A nurse is caring for a patient and notices that the patient's urine is dark amber, cloudy, and has an unpleasant odor. Which of the following conditions should the nurse associate these findings with? Which condition is associated with dark, cloudy, odorous urine?
- A. Urinary retention
- B. Urinary incontinence
- C. Urinary tract infection
- D. Urinary frequency
Correct Answer: C
Rationale: The correct answer is C: Urinary tract infection (UTI). Dark amber, cloudy, and odorous urine are common indicators of a UTI. The dark amber color may suggest the presence of blood or concentrated urine due to the infection. Cloudiness can result from the presence of bacteria, white blood cells, or other particles in the urine. The unpleasant odor is often caused by the presence of bacteria breaking down waste products in the urine. Urinary retention (A) usually presents with difficulty emptying the bladder, not changes in urine appearance. Urinary incontinence (B) refers to involuntary leakage of urine and is not typically associated with changes in urine characteristics. Urinary frequency (D) involves frequent urination but does not necessarily cause changes in urine appearance.
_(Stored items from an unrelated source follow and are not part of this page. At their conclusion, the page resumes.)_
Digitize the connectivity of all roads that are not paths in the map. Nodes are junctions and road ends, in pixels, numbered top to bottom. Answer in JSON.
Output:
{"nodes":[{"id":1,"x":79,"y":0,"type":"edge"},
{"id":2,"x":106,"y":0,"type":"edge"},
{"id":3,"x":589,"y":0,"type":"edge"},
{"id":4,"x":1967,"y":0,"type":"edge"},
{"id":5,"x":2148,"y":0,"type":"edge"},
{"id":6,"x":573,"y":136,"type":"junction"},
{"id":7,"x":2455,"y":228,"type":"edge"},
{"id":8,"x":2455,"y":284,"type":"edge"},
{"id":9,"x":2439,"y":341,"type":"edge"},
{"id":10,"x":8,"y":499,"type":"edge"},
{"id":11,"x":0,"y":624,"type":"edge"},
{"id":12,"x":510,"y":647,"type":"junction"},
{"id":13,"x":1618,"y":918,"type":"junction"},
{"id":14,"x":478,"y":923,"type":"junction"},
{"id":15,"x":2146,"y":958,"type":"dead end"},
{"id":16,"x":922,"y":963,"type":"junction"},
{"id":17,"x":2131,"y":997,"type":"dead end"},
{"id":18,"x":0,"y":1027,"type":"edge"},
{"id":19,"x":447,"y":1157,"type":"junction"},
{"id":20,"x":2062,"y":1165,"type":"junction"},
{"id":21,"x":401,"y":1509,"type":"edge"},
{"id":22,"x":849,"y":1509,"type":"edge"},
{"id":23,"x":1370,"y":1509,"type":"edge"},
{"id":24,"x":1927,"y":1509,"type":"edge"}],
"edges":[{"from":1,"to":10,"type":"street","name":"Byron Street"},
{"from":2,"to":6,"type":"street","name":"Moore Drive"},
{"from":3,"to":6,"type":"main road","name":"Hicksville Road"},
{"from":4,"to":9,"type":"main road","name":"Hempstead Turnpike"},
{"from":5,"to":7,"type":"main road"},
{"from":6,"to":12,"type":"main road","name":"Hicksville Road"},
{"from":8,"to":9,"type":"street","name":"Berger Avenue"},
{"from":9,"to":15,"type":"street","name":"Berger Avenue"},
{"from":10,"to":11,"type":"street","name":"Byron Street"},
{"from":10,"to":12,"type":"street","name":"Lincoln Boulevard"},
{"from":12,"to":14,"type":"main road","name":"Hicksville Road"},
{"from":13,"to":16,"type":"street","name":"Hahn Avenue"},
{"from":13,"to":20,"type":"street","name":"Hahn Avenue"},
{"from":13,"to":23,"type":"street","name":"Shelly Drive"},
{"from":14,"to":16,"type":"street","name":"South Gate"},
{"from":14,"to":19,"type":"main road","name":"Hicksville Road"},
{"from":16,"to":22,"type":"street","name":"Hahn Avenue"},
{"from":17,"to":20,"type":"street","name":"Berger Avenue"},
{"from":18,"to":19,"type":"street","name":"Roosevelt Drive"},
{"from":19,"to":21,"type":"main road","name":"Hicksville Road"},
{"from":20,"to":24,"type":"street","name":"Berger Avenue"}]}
A nurse is caring for a patient who is postoperative following a cesarean section. Which of the following findings should the nurse report to the provider? Which finding post-cesarean should the nurse report?
- A. Lochia serosa
- B. Fundus firm at the umbilicus
- C. Mild cramping
- D. Foul-smelling vaginal discharge
Correct Answer: D
Rationale: The correct answer is D: Foul-smelling vaginal discharge. This finding indicates a possible infection, which is crucial to report to the provider for prompt intervention. Foul odor may indicate endometritis or other postoperative complications.
A: Lochia serosa is a normal finding post-cesarean.
B: Fundus firm at the umbilicus is a normal finding post-cesarean, indicating proper involution.
C: Mild cramping is common post-cesarean due to uterine contractions as it returns to its pre-pregnancy size.